A few minutes later, the bartender handed him a takeout coffee and a wrapped sandwich. Bag pinned between his lips, newspaper held in his armpit, he pulled several napkins from a stainless steel dispenser near the door and headed straight for me. In my head, I was screaming, Here! Sit with me! But my eyes were shaded by my giant sunglasses. I was like a fish, mouth opening and closing, pressed up against the silencing aquarium glass.

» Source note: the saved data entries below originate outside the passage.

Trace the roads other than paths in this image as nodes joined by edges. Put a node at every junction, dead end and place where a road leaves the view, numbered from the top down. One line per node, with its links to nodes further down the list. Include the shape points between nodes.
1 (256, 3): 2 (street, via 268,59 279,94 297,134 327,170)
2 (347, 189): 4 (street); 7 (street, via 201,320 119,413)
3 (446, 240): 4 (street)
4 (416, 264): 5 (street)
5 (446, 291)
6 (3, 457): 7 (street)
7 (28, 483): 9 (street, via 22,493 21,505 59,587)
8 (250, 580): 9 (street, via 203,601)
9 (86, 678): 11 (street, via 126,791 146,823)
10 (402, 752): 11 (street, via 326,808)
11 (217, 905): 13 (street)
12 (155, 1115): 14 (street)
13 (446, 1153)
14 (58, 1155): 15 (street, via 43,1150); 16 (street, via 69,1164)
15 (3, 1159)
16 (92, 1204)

Then, before I knew it, he was sitting at the table next to me, joining some dark-haired woman who had an empty seat at her table. They introduced themselves and fell into an easy banter as they ate. Watching him grin at her, making her laugh, hurt my stomach. I regarded my imaginary rival as discreetly as I could. She was pretty and fit, but I bet she didn’t know that Mark had chosen the band name the Careless Ones from The Great Gatsby, a book she’d probably never read, having cribbed notes in junior high from people like me. Bet she wouldn’t even like Mark’s music. Minutes later I watched him say goodbye to her by punching his number into her phone, imagining that he was giving it to me.
What happened to me? Where did I go?
“Are you okay?”
Had I said that out loud? I had said it out loud … directly to the dark-haired woman who’d been talking to Mark Drury and was now sitting alone. She stood, picked up a glass of water from her table and moved in slow motion towards me. She placed the glass in front of me, a concerned look on her face.
“Are you okay?” she asked again.
To this day, I have no idea why I said yes when she asked if she could join me; I so rarely spoke to strangers. But as my mother would say, “Some things are fatefully divine and some are just divinely fated.”